▶ [Problem to solve]
What is the number of lines in the entries that contain "Lancaster"? Reply with that number only.

Saved entries
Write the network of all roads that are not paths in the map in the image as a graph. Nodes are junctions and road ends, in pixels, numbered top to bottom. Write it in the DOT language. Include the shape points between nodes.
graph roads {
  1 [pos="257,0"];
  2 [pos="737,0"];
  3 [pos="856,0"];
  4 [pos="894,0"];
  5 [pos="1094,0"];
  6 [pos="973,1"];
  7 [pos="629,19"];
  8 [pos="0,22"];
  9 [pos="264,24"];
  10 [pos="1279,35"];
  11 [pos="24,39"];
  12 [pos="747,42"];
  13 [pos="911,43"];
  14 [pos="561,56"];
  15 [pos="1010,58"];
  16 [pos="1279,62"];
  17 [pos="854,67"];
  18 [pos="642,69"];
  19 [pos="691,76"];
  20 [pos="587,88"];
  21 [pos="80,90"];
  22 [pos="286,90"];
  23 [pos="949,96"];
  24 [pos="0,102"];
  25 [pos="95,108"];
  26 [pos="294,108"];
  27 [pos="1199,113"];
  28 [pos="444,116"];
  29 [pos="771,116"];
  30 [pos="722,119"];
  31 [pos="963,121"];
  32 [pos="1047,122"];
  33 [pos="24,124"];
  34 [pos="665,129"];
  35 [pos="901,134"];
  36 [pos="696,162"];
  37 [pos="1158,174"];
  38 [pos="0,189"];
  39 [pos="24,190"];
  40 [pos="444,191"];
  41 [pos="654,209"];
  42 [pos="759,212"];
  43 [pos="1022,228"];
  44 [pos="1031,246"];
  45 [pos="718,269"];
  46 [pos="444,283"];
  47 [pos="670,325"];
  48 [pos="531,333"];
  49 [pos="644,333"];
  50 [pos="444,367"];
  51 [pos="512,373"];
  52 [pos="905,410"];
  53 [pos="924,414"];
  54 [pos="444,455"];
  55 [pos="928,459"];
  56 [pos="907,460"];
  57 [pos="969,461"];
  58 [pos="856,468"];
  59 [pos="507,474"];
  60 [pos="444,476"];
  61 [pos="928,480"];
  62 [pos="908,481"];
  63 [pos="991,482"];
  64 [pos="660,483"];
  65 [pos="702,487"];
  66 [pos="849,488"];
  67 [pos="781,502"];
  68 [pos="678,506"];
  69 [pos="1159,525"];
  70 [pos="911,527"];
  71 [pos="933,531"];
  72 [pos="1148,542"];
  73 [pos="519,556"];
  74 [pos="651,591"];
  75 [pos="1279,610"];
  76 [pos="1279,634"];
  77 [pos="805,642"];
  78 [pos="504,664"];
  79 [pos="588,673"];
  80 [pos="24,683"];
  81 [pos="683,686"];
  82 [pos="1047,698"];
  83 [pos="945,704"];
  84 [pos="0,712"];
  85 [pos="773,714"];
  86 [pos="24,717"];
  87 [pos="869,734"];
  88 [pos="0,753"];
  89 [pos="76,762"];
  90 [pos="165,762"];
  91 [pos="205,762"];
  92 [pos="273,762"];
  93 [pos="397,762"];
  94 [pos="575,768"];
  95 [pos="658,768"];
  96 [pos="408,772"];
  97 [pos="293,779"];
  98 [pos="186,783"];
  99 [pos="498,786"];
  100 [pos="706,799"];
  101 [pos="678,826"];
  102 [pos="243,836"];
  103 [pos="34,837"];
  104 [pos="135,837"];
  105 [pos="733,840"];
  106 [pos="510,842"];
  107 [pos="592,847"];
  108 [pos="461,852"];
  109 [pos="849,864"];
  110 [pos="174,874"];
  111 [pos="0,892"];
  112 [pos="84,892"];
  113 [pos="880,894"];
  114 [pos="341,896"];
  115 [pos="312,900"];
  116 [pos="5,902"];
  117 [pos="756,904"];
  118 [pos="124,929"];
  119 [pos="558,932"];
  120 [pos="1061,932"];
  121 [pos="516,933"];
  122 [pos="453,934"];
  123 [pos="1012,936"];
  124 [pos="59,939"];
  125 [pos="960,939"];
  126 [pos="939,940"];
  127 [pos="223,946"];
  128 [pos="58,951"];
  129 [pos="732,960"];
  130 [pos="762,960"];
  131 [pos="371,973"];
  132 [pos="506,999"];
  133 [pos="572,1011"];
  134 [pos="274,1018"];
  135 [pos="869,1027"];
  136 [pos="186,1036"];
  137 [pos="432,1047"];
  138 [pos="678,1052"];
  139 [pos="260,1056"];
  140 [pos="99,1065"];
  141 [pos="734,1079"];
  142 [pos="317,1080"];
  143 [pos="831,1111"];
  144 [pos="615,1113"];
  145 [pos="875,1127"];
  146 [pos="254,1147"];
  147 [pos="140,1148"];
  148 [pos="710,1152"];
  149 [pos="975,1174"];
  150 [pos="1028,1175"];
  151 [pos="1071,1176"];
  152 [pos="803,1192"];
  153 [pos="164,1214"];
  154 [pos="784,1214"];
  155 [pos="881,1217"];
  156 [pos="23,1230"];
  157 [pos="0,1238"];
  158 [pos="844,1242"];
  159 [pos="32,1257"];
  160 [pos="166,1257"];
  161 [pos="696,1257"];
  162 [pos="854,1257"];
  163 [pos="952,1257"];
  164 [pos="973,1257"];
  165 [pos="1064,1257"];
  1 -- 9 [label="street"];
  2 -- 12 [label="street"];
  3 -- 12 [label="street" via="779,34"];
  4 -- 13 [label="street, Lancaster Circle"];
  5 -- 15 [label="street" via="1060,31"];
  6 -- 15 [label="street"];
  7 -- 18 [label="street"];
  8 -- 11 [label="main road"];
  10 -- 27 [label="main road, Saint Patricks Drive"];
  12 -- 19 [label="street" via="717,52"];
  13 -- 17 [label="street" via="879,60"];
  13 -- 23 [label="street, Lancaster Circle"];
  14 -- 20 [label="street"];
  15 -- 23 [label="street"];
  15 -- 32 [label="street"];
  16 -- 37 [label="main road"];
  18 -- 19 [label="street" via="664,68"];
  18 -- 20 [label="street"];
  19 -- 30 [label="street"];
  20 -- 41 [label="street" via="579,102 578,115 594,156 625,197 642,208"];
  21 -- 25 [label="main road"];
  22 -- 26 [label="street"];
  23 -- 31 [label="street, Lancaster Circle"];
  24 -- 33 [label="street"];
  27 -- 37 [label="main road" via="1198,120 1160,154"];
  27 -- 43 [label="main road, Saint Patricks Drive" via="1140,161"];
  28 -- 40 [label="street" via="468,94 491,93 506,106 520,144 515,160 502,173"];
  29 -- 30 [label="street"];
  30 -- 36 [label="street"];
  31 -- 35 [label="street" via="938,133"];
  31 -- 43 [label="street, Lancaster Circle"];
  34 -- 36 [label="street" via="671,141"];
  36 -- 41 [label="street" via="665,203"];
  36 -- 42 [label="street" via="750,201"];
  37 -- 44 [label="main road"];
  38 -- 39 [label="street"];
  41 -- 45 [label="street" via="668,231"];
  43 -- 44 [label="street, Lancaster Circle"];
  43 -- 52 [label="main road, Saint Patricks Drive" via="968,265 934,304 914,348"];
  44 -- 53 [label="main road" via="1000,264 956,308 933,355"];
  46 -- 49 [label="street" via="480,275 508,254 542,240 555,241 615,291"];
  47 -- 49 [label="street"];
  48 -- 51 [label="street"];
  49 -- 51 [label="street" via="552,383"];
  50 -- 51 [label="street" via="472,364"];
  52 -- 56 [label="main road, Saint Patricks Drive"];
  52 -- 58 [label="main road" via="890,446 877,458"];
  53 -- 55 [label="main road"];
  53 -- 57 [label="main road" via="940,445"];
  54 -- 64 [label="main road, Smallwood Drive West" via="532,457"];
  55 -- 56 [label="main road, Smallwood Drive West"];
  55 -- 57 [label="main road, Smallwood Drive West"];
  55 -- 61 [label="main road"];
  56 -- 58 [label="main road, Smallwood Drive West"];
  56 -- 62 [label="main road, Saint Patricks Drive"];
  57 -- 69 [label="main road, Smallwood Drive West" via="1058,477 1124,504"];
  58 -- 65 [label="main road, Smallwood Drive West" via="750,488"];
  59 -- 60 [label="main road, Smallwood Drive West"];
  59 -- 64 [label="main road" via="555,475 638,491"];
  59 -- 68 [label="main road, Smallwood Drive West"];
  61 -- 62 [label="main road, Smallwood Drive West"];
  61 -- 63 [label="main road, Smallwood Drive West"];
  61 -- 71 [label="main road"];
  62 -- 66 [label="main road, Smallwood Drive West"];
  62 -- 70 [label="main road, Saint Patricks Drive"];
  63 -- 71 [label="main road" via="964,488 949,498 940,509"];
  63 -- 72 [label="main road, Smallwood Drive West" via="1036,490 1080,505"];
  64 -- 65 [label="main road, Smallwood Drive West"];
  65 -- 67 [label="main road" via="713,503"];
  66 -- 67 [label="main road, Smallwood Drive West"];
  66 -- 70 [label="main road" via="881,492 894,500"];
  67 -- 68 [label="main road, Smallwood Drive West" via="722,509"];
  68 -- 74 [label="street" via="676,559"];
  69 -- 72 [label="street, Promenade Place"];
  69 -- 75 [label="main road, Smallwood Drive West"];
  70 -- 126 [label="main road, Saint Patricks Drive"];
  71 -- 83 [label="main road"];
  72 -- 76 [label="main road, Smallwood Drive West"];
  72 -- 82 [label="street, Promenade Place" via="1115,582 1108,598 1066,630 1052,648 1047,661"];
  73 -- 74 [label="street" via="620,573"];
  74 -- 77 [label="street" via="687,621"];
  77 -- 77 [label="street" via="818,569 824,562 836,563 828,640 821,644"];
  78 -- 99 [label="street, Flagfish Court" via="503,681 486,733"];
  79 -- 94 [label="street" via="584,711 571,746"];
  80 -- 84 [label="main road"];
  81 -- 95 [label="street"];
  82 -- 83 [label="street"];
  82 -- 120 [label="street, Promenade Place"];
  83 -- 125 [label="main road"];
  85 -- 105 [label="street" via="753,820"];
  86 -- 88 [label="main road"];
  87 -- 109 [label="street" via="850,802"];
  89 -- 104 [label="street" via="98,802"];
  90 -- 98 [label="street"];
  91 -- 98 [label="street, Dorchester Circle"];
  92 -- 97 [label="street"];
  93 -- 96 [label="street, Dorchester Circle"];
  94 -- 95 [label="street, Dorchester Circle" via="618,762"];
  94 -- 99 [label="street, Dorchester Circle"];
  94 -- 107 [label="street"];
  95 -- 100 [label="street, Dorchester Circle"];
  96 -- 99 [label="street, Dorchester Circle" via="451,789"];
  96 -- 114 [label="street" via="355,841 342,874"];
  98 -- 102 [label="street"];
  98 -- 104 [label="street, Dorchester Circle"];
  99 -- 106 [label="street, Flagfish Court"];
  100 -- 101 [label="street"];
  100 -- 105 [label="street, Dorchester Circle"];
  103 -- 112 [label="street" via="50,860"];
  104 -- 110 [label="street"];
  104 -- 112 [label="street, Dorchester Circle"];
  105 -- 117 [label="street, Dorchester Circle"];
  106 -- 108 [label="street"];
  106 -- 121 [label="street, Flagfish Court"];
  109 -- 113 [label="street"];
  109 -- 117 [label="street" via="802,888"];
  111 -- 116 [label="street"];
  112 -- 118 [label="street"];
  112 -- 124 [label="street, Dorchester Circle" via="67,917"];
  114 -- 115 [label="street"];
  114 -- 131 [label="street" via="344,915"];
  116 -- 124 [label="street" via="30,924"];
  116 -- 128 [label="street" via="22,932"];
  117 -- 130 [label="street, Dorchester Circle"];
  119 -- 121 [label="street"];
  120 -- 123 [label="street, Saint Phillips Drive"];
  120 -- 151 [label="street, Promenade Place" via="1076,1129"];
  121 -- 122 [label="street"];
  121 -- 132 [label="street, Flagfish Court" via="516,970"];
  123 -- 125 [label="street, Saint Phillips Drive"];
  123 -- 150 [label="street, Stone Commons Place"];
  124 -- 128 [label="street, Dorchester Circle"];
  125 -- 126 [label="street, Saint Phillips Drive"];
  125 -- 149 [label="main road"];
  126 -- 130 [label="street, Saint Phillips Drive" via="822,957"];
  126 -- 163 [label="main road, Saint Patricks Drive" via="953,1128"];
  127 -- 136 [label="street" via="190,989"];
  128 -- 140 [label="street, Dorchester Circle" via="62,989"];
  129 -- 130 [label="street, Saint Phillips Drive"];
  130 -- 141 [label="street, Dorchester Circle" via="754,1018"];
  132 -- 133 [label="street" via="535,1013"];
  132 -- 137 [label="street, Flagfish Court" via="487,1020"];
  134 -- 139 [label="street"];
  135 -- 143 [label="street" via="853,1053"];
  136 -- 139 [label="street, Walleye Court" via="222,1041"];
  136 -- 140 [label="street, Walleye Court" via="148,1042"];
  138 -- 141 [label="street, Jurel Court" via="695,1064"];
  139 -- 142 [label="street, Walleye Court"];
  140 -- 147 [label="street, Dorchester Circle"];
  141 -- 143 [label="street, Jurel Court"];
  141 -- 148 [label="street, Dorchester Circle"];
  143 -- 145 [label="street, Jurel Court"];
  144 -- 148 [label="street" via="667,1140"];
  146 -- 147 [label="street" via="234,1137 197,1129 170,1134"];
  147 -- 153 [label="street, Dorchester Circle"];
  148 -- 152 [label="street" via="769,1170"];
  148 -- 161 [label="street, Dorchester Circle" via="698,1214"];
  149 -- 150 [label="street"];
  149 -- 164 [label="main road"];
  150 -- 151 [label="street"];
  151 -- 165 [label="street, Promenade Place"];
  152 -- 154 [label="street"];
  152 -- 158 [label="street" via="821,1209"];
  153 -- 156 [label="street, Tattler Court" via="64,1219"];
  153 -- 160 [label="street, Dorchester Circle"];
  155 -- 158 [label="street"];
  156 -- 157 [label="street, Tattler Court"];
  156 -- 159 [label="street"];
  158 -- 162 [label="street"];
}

▶ [Exercise response]
5